After a couple of years of increasingly intensive UNV involvement in humanitarian assistance, a number of issues merit further consideration. First and foremost is that the feedback received from the UNV specialists themselves is essential to any meaningful appreciation of the work they are actually doing. The feedback being received at present, as reflected in this document, gives only a partial idea of the extent to which the UNV specialists have in fact achieved considerable humanitarian results, as confirmed by visiting missions to the field and by the positive comments of user agencies. For a more detailed account it will be essential that UNV specialists (and their supervisors) systematically and regularly foreward periodic review reports.
Experience already gleaned from UNV involvement in various humanitarian assistance programmes demonstrates that capable and dedicated UNV specialists at local levels can:
• Provide support staff to local emergency relief coordinating units.
Examples: Rwanda, Lesotho, Kenya, Burundi, Somalia and Sudan
• Provide the necessary skills and local managerial capacity to support effective access to afflicted populations.
Examples: Iraq, Kenya, Liberia, Malawi, Somalia and ex-Yugoslavia
• Accelerate outreach to people in areas not presently receiving adequate assistance, through strengthened activities of the UN Agencies.
Examples: Angola, Mozambique, Liberia, Sudan, Kenya and Tanzania
• Reduce mortality among young children, women, and the vulnerable; restore primary health care and other basic services (water, social, agricultural, veterinary, etc.), and accelerate return or resettlement of displaced communities.
Examples: Cambodia, Ethiopia, Mozambique, Rwanda
• Develop income-generating and re-training activities for demobilised local militia/military and facilitate their reintegration into civil society, pre-empting risks of marginalisation and future destabilisation.
Examples: Eritrea, Somalia, Liberia and Mozambique,
• Assist in registration for return, and in logistical and technical arrangements for resettlement and repatriation of refugees, and internally displaced persons.
Examples: Afghanistan, Cambodia, Ethiopia, Guatemala, Malawi, Mozambique, Namibia
• Monitor emerging human rights and humanitarian issues in major risk areas, and in areas of current strife, as they relate to possible UN and UNV roles.

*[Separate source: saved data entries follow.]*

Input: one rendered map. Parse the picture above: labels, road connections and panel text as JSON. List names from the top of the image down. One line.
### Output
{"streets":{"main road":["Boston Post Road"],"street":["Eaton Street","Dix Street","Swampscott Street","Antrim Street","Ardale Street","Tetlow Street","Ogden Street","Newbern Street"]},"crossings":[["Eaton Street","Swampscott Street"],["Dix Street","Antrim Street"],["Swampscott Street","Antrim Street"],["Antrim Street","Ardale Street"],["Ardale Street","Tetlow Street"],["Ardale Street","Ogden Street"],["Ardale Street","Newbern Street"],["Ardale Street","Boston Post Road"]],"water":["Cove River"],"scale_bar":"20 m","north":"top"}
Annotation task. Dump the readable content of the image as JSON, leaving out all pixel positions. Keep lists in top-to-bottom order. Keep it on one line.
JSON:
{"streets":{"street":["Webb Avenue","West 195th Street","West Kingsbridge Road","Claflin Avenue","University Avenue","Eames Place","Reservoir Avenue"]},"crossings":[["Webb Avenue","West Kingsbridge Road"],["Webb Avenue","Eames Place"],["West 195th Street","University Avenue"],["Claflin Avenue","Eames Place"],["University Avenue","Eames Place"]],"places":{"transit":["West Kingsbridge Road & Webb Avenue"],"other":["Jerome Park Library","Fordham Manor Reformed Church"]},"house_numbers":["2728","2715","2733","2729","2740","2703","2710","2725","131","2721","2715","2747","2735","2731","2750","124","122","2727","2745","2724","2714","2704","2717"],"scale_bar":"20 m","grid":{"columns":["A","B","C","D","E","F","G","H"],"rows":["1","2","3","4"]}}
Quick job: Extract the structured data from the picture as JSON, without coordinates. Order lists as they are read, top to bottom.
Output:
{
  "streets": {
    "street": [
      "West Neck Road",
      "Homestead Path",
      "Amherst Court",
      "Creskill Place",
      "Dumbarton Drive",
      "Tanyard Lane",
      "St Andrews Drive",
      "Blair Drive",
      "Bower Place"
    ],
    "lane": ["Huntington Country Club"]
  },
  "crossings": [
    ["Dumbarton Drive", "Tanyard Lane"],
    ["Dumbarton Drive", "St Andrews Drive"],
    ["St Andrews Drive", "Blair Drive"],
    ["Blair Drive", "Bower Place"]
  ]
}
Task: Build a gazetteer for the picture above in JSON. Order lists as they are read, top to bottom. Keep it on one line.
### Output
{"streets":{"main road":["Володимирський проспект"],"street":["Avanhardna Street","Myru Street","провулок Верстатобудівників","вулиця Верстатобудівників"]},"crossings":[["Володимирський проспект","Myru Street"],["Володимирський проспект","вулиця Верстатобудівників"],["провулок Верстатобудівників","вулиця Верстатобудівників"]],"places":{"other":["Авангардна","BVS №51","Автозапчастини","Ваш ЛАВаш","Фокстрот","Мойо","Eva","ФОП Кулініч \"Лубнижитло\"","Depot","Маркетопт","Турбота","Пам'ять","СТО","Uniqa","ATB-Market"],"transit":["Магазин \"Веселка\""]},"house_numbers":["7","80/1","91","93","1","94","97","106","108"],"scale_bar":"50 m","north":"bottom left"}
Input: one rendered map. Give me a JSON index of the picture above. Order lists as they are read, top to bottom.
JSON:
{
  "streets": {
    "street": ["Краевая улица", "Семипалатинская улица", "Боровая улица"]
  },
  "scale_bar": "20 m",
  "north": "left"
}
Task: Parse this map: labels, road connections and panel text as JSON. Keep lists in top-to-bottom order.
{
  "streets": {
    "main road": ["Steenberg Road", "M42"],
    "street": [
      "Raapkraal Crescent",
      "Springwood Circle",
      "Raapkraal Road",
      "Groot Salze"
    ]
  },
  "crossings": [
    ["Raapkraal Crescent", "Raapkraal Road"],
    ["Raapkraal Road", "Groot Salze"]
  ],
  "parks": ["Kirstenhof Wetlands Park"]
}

Examples: Rwanda, Liberia and ex-Yugoslavia
There are two essential conditions for UNV specialists to be successful in these endeavours. One is that in addition to being carefully selected, the UNV specialists must be given a comprehensive cultural and country orientation at the beginning of their assignments; this should also entail an intensive local language training course, especially for those UNV specialists deployed in postings involving community interaction. Other training which may be required may include: participatory methods; recruitment and management of national staff; negotiation and mediation; security matters, personal safety, and communications. The other condition is that sustainable impact can only be brought about through association with local national co-workers, so that a dynamic of self-reliance is built in all UNV-supported activities.
During the past two years, a high percentage of UNV Specialists have undertaken assignments in war-zone areas such as Liberia, Rwanda, Burundi, Somalia and the former Yugoslavia. What has emerged from their periodic field reports is the need to incorporate personal stress and trauma management into pre - departure orientation/training. To date one group has availed of this type of pre-departure orientation through a special course organised in Geneva by the Humanitarian Relief Unit, for UNVs undertaking missions in various parts of the former Yugoslavia. The course proved to be highly successful and of immeasurable value to the volunteers when they reached the field.
Furthermore, the need for UNV specialists to have access to post-trauma counselling, should they be involved in a security incident, is one which is very much acknowledged by the HRU, and it is a policy which UNV is endeavouring to implement whenever and wherever possible. In fact, many UNV specialists who spend more than 3-6 monthsin an environment of continuous conflict and instability have reported that they would have benefited greatly from access to a qualified post-trauma counsellor after their assignment finished.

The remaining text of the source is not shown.